Dataset entries
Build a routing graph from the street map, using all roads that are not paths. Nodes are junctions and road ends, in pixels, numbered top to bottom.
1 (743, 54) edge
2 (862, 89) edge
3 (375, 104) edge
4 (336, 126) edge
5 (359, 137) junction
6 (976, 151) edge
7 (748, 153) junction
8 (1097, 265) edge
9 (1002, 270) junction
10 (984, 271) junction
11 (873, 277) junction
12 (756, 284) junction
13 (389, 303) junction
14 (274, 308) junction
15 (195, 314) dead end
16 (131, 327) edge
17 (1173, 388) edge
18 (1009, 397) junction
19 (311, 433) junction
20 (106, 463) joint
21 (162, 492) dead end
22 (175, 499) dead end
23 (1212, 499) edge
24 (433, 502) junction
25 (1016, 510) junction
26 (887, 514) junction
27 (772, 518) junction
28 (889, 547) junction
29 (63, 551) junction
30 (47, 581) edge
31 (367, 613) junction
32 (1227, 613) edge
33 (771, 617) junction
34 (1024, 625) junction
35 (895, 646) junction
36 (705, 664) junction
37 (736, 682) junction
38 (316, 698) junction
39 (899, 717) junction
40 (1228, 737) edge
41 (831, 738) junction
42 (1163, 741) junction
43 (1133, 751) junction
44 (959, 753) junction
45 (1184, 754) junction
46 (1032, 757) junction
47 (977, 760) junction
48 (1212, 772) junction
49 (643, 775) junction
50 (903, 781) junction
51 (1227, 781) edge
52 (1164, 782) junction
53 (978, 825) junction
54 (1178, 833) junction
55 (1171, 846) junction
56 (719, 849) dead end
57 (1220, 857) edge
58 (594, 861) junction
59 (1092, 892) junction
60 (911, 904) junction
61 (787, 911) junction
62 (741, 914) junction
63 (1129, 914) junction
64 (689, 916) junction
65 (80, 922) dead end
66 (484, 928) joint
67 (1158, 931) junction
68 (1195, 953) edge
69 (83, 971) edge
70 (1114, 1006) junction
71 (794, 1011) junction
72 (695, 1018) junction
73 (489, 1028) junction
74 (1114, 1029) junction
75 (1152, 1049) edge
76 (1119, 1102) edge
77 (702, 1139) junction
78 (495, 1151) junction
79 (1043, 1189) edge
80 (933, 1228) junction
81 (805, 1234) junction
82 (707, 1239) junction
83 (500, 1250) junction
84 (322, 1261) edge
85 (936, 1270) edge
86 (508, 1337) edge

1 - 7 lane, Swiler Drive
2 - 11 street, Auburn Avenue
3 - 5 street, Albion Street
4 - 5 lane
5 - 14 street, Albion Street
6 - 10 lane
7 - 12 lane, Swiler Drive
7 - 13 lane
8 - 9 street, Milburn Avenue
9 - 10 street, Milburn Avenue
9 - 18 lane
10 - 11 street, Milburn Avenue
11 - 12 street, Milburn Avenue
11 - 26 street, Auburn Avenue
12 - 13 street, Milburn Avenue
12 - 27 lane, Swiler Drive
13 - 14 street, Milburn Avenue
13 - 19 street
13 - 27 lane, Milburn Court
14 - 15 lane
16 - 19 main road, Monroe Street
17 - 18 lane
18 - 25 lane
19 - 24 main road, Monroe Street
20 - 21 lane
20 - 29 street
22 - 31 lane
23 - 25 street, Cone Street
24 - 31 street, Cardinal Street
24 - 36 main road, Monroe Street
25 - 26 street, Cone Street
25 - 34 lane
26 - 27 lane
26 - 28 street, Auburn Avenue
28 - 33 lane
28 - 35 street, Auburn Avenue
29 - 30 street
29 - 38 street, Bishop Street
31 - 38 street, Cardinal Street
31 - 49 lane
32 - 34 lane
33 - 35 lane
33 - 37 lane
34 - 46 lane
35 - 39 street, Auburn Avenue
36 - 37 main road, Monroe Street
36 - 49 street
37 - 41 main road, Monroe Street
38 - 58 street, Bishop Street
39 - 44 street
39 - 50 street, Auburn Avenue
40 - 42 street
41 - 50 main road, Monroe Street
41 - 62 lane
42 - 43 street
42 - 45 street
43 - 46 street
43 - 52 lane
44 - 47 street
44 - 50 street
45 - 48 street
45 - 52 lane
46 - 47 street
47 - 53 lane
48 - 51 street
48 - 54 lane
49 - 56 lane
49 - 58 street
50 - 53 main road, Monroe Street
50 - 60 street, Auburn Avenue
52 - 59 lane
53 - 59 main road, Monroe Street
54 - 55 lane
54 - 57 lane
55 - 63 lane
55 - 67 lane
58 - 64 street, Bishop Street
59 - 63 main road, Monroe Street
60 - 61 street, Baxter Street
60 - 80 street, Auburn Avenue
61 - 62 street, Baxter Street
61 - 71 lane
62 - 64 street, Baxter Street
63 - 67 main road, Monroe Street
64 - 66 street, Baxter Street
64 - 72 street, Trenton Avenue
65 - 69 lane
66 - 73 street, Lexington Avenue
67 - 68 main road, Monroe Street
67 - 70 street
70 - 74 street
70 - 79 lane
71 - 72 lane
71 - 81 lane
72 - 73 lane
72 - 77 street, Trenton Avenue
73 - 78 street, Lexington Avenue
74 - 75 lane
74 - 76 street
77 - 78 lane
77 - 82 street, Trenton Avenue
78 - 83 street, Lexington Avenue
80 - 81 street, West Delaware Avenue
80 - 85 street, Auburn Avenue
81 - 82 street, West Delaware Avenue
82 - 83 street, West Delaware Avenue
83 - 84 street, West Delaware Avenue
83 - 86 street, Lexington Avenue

__Work to complete__. Each record above should be repeated exactly as it appears.

__Result for this task__.
Build a routing graph from the street map, using all roads that are not paths. Nodes are junctions and road ends, in pixels, numbered top to bottom.
1 (743, 54) edge
2 (862, 89) edge
3 (375, 104) edge
4 (336, 126) edge
5 (359, 137) junction
6 (976, 151) edge
7 (748, 153) junction
8 (1097, 265) edge
9 (1002, 270) junction
10 (984, 271) junction
11 (873, 277) junction
12 (756, 284) junction
13 (389, 303) junction
14 (274, 308) junction
15 (195, 314) dead end
16 (131, 327) edge
17 (1173, 388) edge
18 (1009, 397) junction
19 (311, 433) junction
20 (106, 463) joint
21 (162, 492) dead end
22 (175, 499) dead end
23 (1212, 499) edge
24 (433, 502) junction
25 (1016, 510) junction
26 (887, 514) junction
27 (772, 518) junction
28 (889, 547) junction
29 (63, 551) junction
30 (47, 581) edge
31 (367, 613) junction
32 (1227, 613) edge
33 (771, 617) junction
34 (1024, 625) junction
35 (895, 646) junction
36 (705, 664) junction
37 (736, 682) junction
38 (316, 698) junction
39 (899, 717) junction
40 (1228, 737) edge
41 (831, 738) junction
42 (1163, 741) junction
43 (1133, 751) junction
44 (959, 753) junction
45 (1184, 754) junction
46 (1032, 757) junction
47 (977, 760) junction
48 (1212, 772) junction
49 (643, 775) junction
50 (903, 781) junction
51 (1227, 781) edge
52 (1164, 782) junction
53 (978, 825) junction
54 (1178, 833) junction
55 (1171, 846) junction
56 (719, 849) dead end
57 (1220, 857) edge
58 (594, 861) junction
59 (1092, 892) junction
60 (911, 904) junction
61 (787, 911) junction
62 (741, 914) junction
63 (1129, 914) junction
64 (689, 916) junction
65 (80, 922) dead end
66 (484, 928) joint
67 (1158, 931) junction
68 (1195, 953) edge
69 (83, 971) edge
70 (1114, 1006) junction
71 (794, 1011) junction
72 (695, 1018) junction
73 (489, 1028) junction
74 (1114, 1029) junction
75 (1152, 1049) edge
76 (1119, 1102) edge
77 (702, 1139) junction
78 (495, 1151) junction
79 (1043, 1189) edge
80 (933, 1228) junction
81 (805, 1234) junction
82 (707, 1239) junction
83 (500, 1250) junction
84 (322, 1261) edge
85 (936, 1270) edge
86 (508, 1337) edge

1 - 7 lane, Swiler Drive
2 - 11 street, Auburn Avenue
3 - 5 street, Albion Street
4 - 5 lane
5 - 14 street, Albion Street
6 - 10 lane
7 - 12 lane, Swiler Drive
7 - 13 lane
8 - 9 street, Milburn Avenue
9 - 10 street, Milburn Avenue
9 - 18 lane
10 - 11 street, Milburn Avenue
11 - 12 street, Milburn Avenue
11 - 26 street, Auburn Avenue
12 - 13 street, Milburn Avenue
12 - 27 lane, Swiler Drive
13 - 14 street, Milburn Avenue
13 - 19 street
13 - 27 lane, Milburn Court
14 - 15 lane
16 - 19 main road, Monroe Street
17 - 18 lane
18 - 25 lane
19 - 24 main road, Monroe Street
20 - 21 lane
20 - 29 street
22 - 31 lane
23 - 25 street, Cone Street
24 - 31 street, Cardinal Street
24 - 36 main road, Monroe Street
25 - 26 street, Cone Street
25 - 34 lane
26 - 27 lane
26 - 28 street, Auburn Avenue
28 - 33 lane
28 - 35 street, Auburn Avenue
29 - 30 street
29 - 38 street, Bishop Street
31 - 38 street, Cardinal Street
31 - 49 lane
32 - 34 lane
33 - 35 lane
33 - 37 lane
34 - 46 lane
35 - 39 street, Auburn Avenue
36 - 37 main road, Monroe Street
36 - 49 street
37 - 41 main road, Monroe Street
38 - 58 street, Bishop Street
39 - 44 street
39 - 50 street, Auburn Avenue
40 - 42 street
41 - 50 main road, Monroe Street
41 - 62 lane
42 - 43 street
42 - 45 street
43 - 46 street
43 - 52 lane
44 - 47 street
44 - 50 street
45 - 48 street
45 - 52 lane
46 - 47 street
47 - 53 lane
48 - 51 street
48 - 54 lane
49 - 56 lane
49 - 58 street
50 - 53 main road, Monroe Street
50 - 60 street, Auburn Avenue
52 - 59 lane
53 - 59 main road, Monroe Street
54 - 55 lane
54 - 57 lane
55 - 63 lane
55 - 67 lane
58 - 64 street, Bishop Street
59 - 63 main road, Monroe Street
60 - 61 street, Baxter Street
60 - 80 street, Auburn Avenue
61 - 62 street, Baxter Street
61 - 71 lane
62 - 64 street, Baxter Street
63 - 67 main road, Monroe Street
64 - 66 street, Baxter Street
64 - 72 street, Trenton Avenue
65 - 69 lane
66 - 73 street, Lexington Avenue
67 - 68 main road, Monroe Street
67 - 70 street
70 - 74 street
70 - 79 lane
71 - 72 lane
71 - 81 lane
72 - 73 lane
72 - 77 street, Trenton Avenue
73 - 78 street, Lexington Avenue
74 - 75 lane
74 - 76 street
77 - 78 lane
77 - 82 street, Trenton Avenue
78 - 83 street, Lexington Avenue
80 - 81 street, West Delaware Avenue
80 - 85 street, Auburn Avenue
81 - 82 street, West Delaware Avenue
82 - 83 street, West Delaware Avenue
83 - 84 street, West Delaware Avenue
83 - 86 street, Lexington Avenue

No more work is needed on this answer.